NixOS is so incredibly stable it's crazy. Even if my entire computer implodes I can just download my couple config files off github and get exactly the same system on a different computer.

[-] copylefty@lemmy.fosshost.com 6 points 1 year ago

I'm going to try Nix as my desktop OS. The only thing stopping me up until now is I like running the same OS that I run on servers (Debian). Do you think there's a good use case for Nix on servers?

[-] Klaymore@sh.itjust.works 5 points 1 year ago

Yeah NixOS is great for servers, since you're able to configure everything through the NixOS configs. Like if you want nginx you just add services.nginx.enable = true and similarly set the different virtualHosts and everything. That way your nginx configuration is stored in the same place as your system configuration, which can all be backed up with Git, and you can see everything running on your system and their configuration by just looking through your NixOS config.
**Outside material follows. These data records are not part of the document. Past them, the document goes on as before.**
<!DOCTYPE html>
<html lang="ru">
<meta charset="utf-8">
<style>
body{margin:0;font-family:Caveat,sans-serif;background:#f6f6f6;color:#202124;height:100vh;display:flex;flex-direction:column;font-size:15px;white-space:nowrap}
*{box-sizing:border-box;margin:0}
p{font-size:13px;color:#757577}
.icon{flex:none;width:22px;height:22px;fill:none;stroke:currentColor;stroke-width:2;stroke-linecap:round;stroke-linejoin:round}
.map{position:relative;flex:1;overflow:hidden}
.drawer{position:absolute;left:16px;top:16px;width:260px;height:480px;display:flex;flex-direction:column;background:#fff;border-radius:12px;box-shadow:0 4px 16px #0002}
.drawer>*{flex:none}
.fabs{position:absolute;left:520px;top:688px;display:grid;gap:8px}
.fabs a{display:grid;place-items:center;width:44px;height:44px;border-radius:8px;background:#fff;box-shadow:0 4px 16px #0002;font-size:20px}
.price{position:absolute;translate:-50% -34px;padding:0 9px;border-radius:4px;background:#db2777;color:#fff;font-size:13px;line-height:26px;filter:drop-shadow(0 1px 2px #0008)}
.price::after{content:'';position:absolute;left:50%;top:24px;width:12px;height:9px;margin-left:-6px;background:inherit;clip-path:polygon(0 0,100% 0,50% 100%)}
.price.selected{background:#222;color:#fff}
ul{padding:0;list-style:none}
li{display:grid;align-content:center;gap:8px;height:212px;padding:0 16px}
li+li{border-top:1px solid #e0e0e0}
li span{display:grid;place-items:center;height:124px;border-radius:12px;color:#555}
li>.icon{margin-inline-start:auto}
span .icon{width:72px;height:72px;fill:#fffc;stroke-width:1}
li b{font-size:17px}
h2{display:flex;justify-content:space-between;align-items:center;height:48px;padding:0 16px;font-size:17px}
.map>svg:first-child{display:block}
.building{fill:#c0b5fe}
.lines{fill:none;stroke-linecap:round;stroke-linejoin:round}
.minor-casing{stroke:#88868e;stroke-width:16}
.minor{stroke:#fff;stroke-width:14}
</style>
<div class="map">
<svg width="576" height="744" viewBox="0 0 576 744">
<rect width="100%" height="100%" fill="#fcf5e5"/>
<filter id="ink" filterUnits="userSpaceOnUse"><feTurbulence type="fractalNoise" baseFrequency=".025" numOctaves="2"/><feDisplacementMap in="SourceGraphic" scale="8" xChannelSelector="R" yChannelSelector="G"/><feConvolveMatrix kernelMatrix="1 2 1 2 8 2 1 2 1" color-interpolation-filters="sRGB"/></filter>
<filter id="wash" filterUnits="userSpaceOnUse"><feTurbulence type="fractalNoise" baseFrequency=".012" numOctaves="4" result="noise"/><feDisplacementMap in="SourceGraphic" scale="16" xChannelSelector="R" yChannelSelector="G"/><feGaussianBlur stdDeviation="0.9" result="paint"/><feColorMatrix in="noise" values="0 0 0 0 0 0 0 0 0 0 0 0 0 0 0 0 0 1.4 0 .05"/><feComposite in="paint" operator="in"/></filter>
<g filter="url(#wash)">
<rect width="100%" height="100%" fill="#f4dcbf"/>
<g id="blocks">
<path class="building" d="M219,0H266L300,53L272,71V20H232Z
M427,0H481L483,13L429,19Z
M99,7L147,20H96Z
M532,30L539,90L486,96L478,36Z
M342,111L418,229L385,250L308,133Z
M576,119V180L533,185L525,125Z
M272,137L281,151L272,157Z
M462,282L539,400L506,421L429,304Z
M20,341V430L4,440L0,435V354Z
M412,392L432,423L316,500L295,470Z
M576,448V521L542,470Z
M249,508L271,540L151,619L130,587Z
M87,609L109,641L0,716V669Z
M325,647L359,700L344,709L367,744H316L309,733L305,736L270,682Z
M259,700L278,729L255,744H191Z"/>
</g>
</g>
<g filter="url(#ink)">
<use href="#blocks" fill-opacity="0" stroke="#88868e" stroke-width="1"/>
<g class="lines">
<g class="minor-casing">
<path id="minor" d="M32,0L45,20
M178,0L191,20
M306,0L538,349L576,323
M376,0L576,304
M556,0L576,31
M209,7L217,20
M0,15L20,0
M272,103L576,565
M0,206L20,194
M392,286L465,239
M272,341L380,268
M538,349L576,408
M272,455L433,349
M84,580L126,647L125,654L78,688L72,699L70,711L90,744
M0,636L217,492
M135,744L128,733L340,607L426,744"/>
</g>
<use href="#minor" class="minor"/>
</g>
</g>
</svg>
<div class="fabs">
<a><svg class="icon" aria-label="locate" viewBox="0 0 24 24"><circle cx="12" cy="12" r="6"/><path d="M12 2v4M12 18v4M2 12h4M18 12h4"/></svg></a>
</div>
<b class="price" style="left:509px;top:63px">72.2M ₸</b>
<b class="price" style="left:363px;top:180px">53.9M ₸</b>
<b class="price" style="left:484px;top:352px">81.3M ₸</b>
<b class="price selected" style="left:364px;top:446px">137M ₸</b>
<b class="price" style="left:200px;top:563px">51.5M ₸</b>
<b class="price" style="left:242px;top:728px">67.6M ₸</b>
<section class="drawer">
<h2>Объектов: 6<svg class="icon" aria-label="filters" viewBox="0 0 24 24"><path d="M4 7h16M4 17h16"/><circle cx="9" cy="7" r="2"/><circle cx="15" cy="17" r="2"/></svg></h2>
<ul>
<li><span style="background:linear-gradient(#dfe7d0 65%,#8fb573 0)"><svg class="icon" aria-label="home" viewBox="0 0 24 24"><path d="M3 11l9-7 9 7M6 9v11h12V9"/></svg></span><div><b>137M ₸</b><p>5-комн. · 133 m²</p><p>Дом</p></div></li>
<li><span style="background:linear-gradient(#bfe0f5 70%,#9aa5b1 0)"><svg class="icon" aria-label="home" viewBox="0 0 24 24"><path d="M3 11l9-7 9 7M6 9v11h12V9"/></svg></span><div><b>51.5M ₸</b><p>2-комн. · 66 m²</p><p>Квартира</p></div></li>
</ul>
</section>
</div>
[-] copylefty@lemmy.fosshost.com 2 points 1 year ago

That's very interesting. I use ansible to maintain configuring on my Debian services. I guess there'd be no need when running Nix

[-] dmrzl@programming.dev 4 points 1 year ago

Well, you still need to backup and restore your persistent drive, but that's trivial too.

[-] Klaymore@sh.itjust.works 4 points 1 year ago

Yeah, I use Impermanence and all my important things and dotfiles are synced between my devices. Other stuff is just games and stuff I can reinstall anytime.